十五の詩




「聞け。リオピアは包囲された」

 脅しとも取れるようでいて、何処か懇願にも似た声が聞こえてきた。

「その髪、リオピアの王子か」

 まったくの悪意そのものというわけではないそれは、肉声。生身の人間の声だ。

 ユニスも攻撃的な気を緩め、問いかけた。

「そうです」

 声は語った。

「リオピアはよい国だ。資源も豊かにある。が、それが昨今内部からおかしな動きが見られるのだ。王に伝えよ。内部からリオピアを裏切る民が出ても、王は民を信じるかと」

「内部から…」

 ユニスは言葉の意味の全部をわかっているわけではなかったが、声の語ったニュアンスは感覚的に理解した。

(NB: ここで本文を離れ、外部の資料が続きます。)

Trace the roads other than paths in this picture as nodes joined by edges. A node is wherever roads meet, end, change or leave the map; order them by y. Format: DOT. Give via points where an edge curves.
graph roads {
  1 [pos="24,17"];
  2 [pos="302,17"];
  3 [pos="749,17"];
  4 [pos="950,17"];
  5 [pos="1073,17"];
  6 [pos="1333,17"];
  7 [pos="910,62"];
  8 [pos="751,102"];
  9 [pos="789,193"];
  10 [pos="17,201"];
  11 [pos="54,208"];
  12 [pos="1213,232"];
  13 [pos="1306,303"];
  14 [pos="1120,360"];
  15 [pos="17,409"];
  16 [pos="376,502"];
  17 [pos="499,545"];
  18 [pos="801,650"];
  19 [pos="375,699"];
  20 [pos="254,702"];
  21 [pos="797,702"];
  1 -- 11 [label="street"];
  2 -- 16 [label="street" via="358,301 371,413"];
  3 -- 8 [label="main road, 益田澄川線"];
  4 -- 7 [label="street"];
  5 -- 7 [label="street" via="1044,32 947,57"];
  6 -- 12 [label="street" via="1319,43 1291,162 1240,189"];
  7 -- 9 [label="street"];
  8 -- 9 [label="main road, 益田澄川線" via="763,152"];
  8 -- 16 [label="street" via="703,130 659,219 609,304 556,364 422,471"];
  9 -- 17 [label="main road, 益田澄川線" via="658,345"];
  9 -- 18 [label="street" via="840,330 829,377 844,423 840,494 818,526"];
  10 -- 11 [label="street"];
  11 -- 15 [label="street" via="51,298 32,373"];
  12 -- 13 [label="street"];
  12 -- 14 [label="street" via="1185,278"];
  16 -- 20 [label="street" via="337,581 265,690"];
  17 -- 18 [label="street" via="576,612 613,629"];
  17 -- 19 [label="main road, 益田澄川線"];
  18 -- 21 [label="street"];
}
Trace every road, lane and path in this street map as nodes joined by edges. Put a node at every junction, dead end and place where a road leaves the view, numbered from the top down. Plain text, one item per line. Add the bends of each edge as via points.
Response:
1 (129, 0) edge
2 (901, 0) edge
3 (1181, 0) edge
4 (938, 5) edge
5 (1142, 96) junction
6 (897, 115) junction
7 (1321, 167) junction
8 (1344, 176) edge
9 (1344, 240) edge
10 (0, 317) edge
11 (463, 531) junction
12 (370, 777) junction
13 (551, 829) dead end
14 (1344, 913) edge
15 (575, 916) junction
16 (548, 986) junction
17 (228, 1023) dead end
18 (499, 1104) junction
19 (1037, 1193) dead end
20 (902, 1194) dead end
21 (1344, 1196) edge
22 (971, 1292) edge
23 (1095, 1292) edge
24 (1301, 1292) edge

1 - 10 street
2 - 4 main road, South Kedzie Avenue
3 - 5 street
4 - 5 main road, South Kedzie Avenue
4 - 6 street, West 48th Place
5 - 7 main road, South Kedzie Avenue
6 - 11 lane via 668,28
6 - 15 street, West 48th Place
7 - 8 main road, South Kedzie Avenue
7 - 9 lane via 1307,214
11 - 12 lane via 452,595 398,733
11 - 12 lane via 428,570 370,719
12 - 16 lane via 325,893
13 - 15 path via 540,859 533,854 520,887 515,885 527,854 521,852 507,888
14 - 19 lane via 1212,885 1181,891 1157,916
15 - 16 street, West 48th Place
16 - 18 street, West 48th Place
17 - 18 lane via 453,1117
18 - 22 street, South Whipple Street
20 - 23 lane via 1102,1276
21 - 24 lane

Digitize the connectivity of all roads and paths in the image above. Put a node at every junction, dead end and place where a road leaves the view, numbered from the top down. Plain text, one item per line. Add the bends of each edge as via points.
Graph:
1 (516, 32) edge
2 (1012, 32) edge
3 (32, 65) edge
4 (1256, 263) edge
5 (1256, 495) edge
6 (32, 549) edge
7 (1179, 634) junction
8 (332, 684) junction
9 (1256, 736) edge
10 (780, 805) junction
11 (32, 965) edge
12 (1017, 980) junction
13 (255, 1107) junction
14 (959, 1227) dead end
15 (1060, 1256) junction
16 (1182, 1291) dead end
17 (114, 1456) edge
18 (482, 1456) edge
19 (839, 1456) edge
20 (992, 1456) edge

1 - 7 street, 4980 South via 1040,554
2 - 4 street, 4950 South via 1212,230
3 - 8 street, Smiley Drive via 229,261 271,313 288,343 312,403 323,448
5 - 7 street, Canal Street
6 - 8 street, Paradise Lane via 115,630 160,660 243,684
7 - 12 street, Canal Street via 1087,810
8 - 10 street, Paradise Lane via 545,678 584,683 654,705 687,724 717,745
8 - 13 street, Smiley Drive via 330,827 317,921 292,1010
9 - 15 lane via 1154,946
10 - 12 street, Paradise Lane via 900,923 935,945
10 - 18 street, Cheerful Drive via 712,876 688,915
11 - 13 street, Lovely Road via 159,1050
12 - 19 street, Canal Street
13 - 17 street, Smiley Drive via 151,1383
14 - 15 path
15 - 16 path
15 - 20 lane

 父上が信じることが出来ないような民がいる。それでも信じることが出来るかと。

 そう言っているのだ。

 ユニスは「伝えます」と答えた。

「父上に伝えるのが私の務めなら」

 声が聞こえなくなる。

「つけますか?」

 従者のひとりがファスティーナに訊く。

 ファスティーナは止めた。

「この人数で深追いは危険です。小さな糸口が大きなものにも繋がっているかもしれません」

 ファスティーナの判断に、ノールも頷いた。